→ MATERIAL PROVIDED
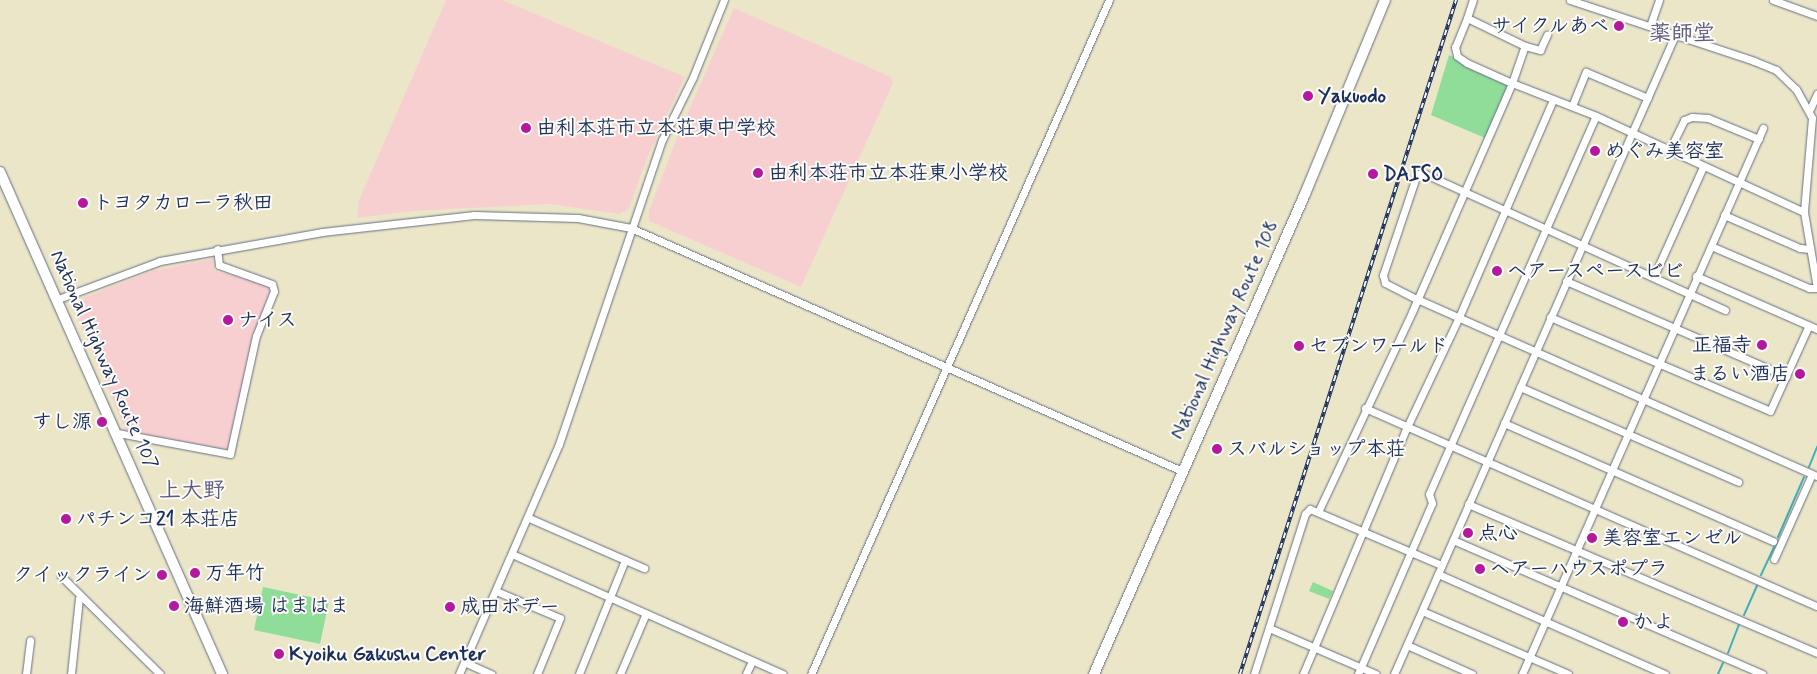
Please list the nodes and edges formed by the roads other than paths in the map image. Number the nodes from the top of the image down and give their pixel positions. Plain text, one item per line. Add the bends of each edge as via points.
1 (724, 0) edge
2 (1108, 0) edge
3 (1385, 0) edge
4 (1473, 0) edge
5 (1570, 0) edge
6 (1658, 0) edge
7 (1773, 0) edge
8 (1785, 2) edge
9 (1817, 16) edge
10 (1467, 18) junction
11 (1650, 26) junction
12 (1547, 35) dead end
13 (1676, 35) junction
14 (1525, 46) junction
15 (1512, 83) junction
16 (1817, 94) edge
17 (1648, 98) junction
18 (1553, 100) junction
19 (1572, 106) junction
20 (1810, 109) junction
21 (1596, 116) junction
22 (1814, 117) edge
23 (1763, 128) dead end
24 (1633, 134) junction
25 (1759, 139) junction
26 (1669, 151) junction
27 (1703, 167) junction
28 (0, 172) edge
29 (1738, 183) junction
30 (1462, 192) junction
31 (1504, 211) junction
32 (1804, 212) junction
33 (1724, 214) junction
34 (630, 228) junction
35 (1544, 228) junction
36 (1582, 245) junction
37 (1711, 246) junction
38 (217, 249) junction
39 (1810, 249) junction
40 (1654, 276) junction
41 (1696, 276) junction
42 (1566, 281) junction
43 (1817, 288) edge
44 (1689, 294) junction
45 (58, 299) junction
46 (1417, 299) junction
47 (1724, 310) dead end
48 (1459, 317) junction
49 (1550, 317) junction
50 (1809, 325) junction
51 (1673, 329) junction
52 (1817, 329) edge
53 (1498, 335) junction
54 (1534, 352) junction
55 (1658, 363) junction
56 (948, 367) junction
57 (1786, 376) junction
58 (1520, 387) junction
59 (1642, 399) junction
60 (1365, 408) junction
61 (1504, 423) junction
62 (1407, 427) junction
63 (118, 433) junction
64 (1628, 434) junction
65 (1451, 445) junction
66 (1486, 462) junction
67 (1612, 470) junction
68 (1182, 471) junction
69 (1814, 475) edge
70 (1738, 482) dead end
71 (1468, 504) junction
72 (1594, 509) junction
73 (1318, 512) junction
74 (529, 518) junction
75 (1364, 531) junction
76 (1453, 540) junction
77 (1773, 541) dead end
78 (1576, 551) junction
79 (1411, 552) junction
80 (512, 554) junction
81 (1774, 559) dead end
82 (626, 560) junction
83 (1441, 565) junction
84 (644, 568) dead end
85 (1438, 574) junction
86 (61, 576) dead end
87 (1561, 586) junction
88 (496, 590) junction
89 (79, 598) junction
90 (610, 598) junction
91 (1817, 606) edge
92 (1422, 611) junction
93 (646, 613) junction
94 (1545, 621) junction
95 (1269, 628) junction
96 (30, 640) dead end
97 (1407, 645) junction
98 (1315, 648) junction
99 (1817, 653) edge
100 (1529, 657) junction
101 (752, 661) junction
102 (464, 662) junction
103 (1360, 671) edge
104 (26, 674) edge
105 (71, 674) edge
106 (160, 674) edge
107 (222, 674) edge
108 (459, 674) edge
109 (491, 674) edge
110 (537, 674) edge
111 (578, 674) edge
112 (620, 674) edge
113 (746, 674) edge
114 (782, 674) edge
115 (811, 674) edge
116 (1094, 674) edge
117 (1254, 674) edge
118 (1303, 674) edge
119 (1376, 674) edge
120 (1394, 674) edge
121 (1472, 674) edge
122 (1522, 674) edge
123 (1568, 674) edge
124 (1664, 674) edge
125 (1762, 674) edge

1 - 34 street via 693,77 662,140
2 - 56 street
3 - 68 highway, National Highway Route 108 via 1305,194
4 - 10 street
5 - 11 street
6 - 11 street
7 - 8 street
8 - 9 street
10 - 14 street
10 - 15 street via 1455,47 1457,56
11 - 13 street
12 - 14 street via 1540,50
13 - 17 street
13 - 20 street via 1776,70 1796,89
14 - 15 street
15 - 18 street
15 - 30 street
16 - 20 street
17 - 19 street via 1586,72
17 - 24 street
18 - 19 street
18 - 31 street
19 - 21 street
20 - 22 street
21 - 24 street
21 - 35 street
22 - 32 street
23 - 25 street
24 - 26 street
24 - 36 street
25 - 26 street via 1708,118 1692,117 1684,120
25 - 29 street
26 - 27 street
27 - 29 street
27 - 40 street
28 - 45 highway, National Highway Route 107
29 - 32 street
29 - 33 street
30 - 31 street
30 - 46 street
30 - 46 street via 1425,174 1417,174 1383,274 1386,283
31 - 35 street
31 - 48 street
32 - 39 street
33 - 37 street
33 - 39 street via 1800,248
34 - 38 street via 555,215 474,215 329,231
34 - 56 street
34 - 74 street via 590,358
35 - 36 street
35 - 53 street
36 - 40 street
36 - 42 street
37 - 41 street
37 - 43 street via 1809,288
38 - 45 street via 131,270
38 - 63 street via 219,265 272,284 274,291 256,336 230,454
39 - 43 street
40 - 44 street
41 - 44 street
41 - 50 street
42 - 49 street
42 - 51 street
44 - 47 street
44 - 51 street
45 - 63 highway, National Highway Route 107
46 - 48 street
46 - 60 street
48 - 53 street
48 - 62 street
49 - 54 street
49 - 55 street
50 - 52 street
50 - 57 street
51 - 55 street
51 - 57 street
53 - 54 street
53 - 65 street
54 - 58 street
54 - 59 street
55 - 57 street via 1770,411
55 - 59 street
56 - 68 street
56 - 115 street
58 - 61 street
58 - 64 street
59 - 64 street
59 - 69 street
60 - 62 street
60 - 73 street
61 - 66 street
61 - 67 street
62 - 65 street
62 - 75 street
63 - 107 highway, National Highway Route 107
64 - 67 street
64 - 70 street
65 - 66 street
65 - 79 street via 1429,494 1432,503
66 - 71 street
66 - 72 street
67 - 72 street
67 - 77 street
68 - 116 highway, National Highway Route 108
69 - 81 street
71 - 76 street
71 - 78 street
72 - 78 street
72 - 91 street
73 - 75 street
73 - 95 street via 1310,509 1304,514
74 - 80 street
74 - 82 street
75 - 79 street
75 - 98 street
76 - 83 street
76 - 87 street
78 - 87 street
78 - 99 street
79 - 83 street
79 - 103 street
80 - 88 street
80 - 90 street
82 - 84 street
82 - 90 street
83 - 85 street
85 - 92 street
85 - 94 street
86 - 89 street
87 - 94 street
87 - 125 street
88 - 102 street
88 - 110 street via 560,618
89 - 105 street
89 - 106 street
90 - 93 street
90 - 111 street
92 - 97 street
92 - 100 street
93 - 101 street
93 - 112 street
94 - 100 street
94 - 124 street
95 - 98 street
95 - 117 street
96 - 104 street
97 - 120 street
97 - 121 street
98 - 103 street
98 - 118 street
100 - 122 street
100 - 123 street
101 - 113 street
101 - 114 street
102 - 108 street
102 - 109 street
103 - 119 street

→ WHAT TO PRODUCE
Without the pictures, repeat the listing above exactly.

→ PROBLEM SOLUTION
Please list the nodes and edges formed by the roads other than paths in the map image. Number the nodes from the top of the image down and give their pixel positions. Plain text, one item per line. Add the bends of each edge as via points.
1 (724, 0) edge
2 (1108, 0) edge
3 (1385, 0) edge
4 (1473, 0) edge
5 (1570, 0) edge
6 (1658, 0) edge
7 (1773, 0) edge
8 (1785, 2) edge
9 (1817, 16) edge
10 (1467, 18) junction
11 (1650, 26) junction
12 (1547, 35) dead end
13 (1676, 35) junction
14 (1525, 46) junction
15 (1512, 83) junction
16 (1817, 94) edge
17 (1648, 98) junction
18 (1553, 100) junction
19 (1572, 106) junction
20 (1810, 109) junction
21 (1596, 116) junction
22 (1814, 117) edge
23 (1763, 128) dead end
24 (1633, 134) junction
25 (1759, 139) junction
26 (1669, 151) junction
27 (1703, 167) junction
28 (0, 172) edge
29 (1738, 183) junction
30 (1462, 192) junction
31 (1504, 211) junction
32 (1804, 212) junction
33 (1724, 214) junction
34 (630, 228) junction
35 (1544, 228) junction
36 (1582, 245) junction
37 (1711, 246) junction
38 (217, 249) junction
39 (1810, 249) junction
40 (1654, 276) junction
41 (1696, 276) junction
42 (1566, 281) junction
43 (1817, 288) edge
44 (1689, 294) junction
45 (58, 299) junction
46 (1417, 299) junction
47 (1724, 310) dead end
48 (1459, 317) junction
49 (1550, 317) junction
50 (1809, 325) junction
51 (1673, 329) junction
52 (1817, 329) edge
53 (1498, 335) junction
54 (1534, 352) junction
55 (1658, 363) junction
56 (948, 367) junction
57 (1786, 376) junction
58 (1520, 387) junction
59 (1642, 399) junction
60 (1365, 408) junction
61 (1504, 423) junction
62 (1407, 427) junction
63 (118, 433) junction
64 (1628, 434) junction
65 (1451, 445) junction
66 (1486, 462) junction
67 (1612, 470) junction
68 (1182, 471) junction
69 (1814, 475) edge
70 (1738, 482) dead end
71 (1468, 504) junction
72 (1594, 509) junction
73 (1318, 512) junction
74 (529, 518) junction
75 (1364, 531) junction
76 (1453, 540) junction
77 (1773, 541) dead end
78 (1576, 551) junction
79 (1411, 552) junction
80 (512, 554) junction
81 (1774, 559) dead end
82 (626, 560) junction
83 (1441, 565) junction
84 (644, 568) dead end
85 (1438, 574) junction
86 (61, 576) dead end
87 (1561, 586) junction
88 (496, 590) junction
89 (79, 598) junction
90 (610, 598) junction
91 (1817, 606) edge
92 (1422, 611) junction
93 (646, 613) junction
94 (1545, 621) junction
95 (1269, 628) junction
96 (30, 640) dead end
97 (1407, 645) junction
98 (1315, 648) junction
99 (1817, 653) edge
100 (1529, 657) junction
101 (752, 661) junction
102 (464, 662) junction
103 (1360, 671) edge
104 (26, 674) edge
105 (71, 674) edge
106 (160, 674) edge
107 (222, 674) edge
108 (459, 674) edge
109 (491, 674) edge
110 (537, 674) edge
111 (578, 674) edge
112 (620, 674) edge
113 (746, 674) edge
114 (782, 674) edge
115 (811, 674) edge
116 (1094, 674) edge
117 (1254, 674) edge
118 (1303, 674) edge
119 (1376, 674) edge
120 (1394, 674) edge
121 (1472, 674) edge
122 (1522, 674) edge
123 (1568, 674) edge
124 (1664, 674) edge
125 (1762, 674) edge

1 - 34 street via 693,77 662,140
2 - 56 street
3 - 68 highway, National Highway Route 108 via 1305,194
4 - 10 street
5 - 11 street
6 - 11 street
7 - 8 street
8 - 9 street
10 - 14 street
10 - 15 street via 1455,47 1457,56
11 - 13 street
12 - 14 street via 1540,50
13 - 17 street
13 - 20 street via 1776,70 1796,89
14 - 15 street
15 - 18 street
15 - 30 street
16 - 20 street
17 - 19 street via 1586,72
17 - 24 street
18 - 19 street
18 - 31 street
19 - 21 street
20 - 22 street
21 - 24 street
21 - 35 street
22 - 32 street
23 - 25 street
24 - 26 street
24 - 36 street
25 - 26 street via 1708,118 1692,117 1684,120
25 - 29 street
26 - 27 street
27 - 29 street
27 - 40 street
28 - 45 highway, National Highway Route 107
29 - 32 street
29 - 33 street
30 - 31 street
30 - 46 street
30 - 46 street via 1425,174 1417,174 1383,274 1386,283
31 - 35 street
31 - 48 street
32 - 39 street
33 - 37 street
33 - 39 street via 1800,248
34 - 38 street via 555,215 474,215 329,231
34 - 56 street
34 - 74 street via 590,358
35 - 36 street
35 - 53 street
36 - 40 street
36 - 42 street
37 - 41 street
37 - 43 street via 1809,288
38 - 45 street via 131,270
38 - 63 street via 219,265 272,284 274,291 256,336 230,454
39 - 43 street
40 - 44 street
41 - 44 street
41 - 50 street
42 - 49 street
42 - 51 street
44 - 47 street
44 - 51 street
45 - 63 highway, National Highway Route 107
46 - 48 street
46 - 60 street
48 - 53 street
48 - 62 street
49 - 54 street
49 - 55 street
50 - 52 street
50 - 57 street
51 - 55 street
51 - 57 street
53 - 54 street
53 - 65 street
54 - 58 street
54 - 59 street
55 - 57 street via 1770,411
55 - 59 street
56 - 68 street
56 - 115 street
58 - 61 street
58 - 64 street
59 - 64 street
59 - 69 street
60 - 62 street
60 - 73 street
61 - 66 street
61 - 67 street
62 - 65 street
62 - 75 street
63 - 107 highway, National Highway Route 107
64 - 67 street
64 - 70 street
65 - 66 street
65 - 79 street via 1429,494 1432,503
66 - 71 street
66 - 72 street
67 - 72 street
67 - 77 street
68 - 116 highway, National Highway Route 108
69 - 81 street
71 - 76 street
71 - 78 street
72 - 78 street
72 - 91 street
73 - 75 street
73 - 95 street via 1310,509 1304,514
74 - 80 street
74 - 82 street
75 - 79 street
75 - 98 street
76 - 83 street
76 - 87 street
78 - 87 street
78 - 99 street
79 - 83 street
79 - 103 street
80 - 88 street
80 - 90 street
82 - 84 street
82 - 90 street
83 - 85 street
85 - 92 street
85 - 94 street
86 - 89 street
87 - 94 street
87 - 125 street
88 - 102 street
88 - 110 street via 560,618
89 - 105 street
89 - 106 street
90 - 93 street
90 - 111 street
92 - 97 street
92 - 100 street
93 - 101 street
93 - 112 street
94 - 100 street
94 - 124 street
95 - 98 street
95 - 117 street
96 - 104 street
97 - 120 street
97 - 121 street
98 - 103 street
98 - 118 street
100 - 122 street
100 - 123 street
101 - 113 street
101 - 114 street
102 - 108 street
102 - 109 street
103 - 119 street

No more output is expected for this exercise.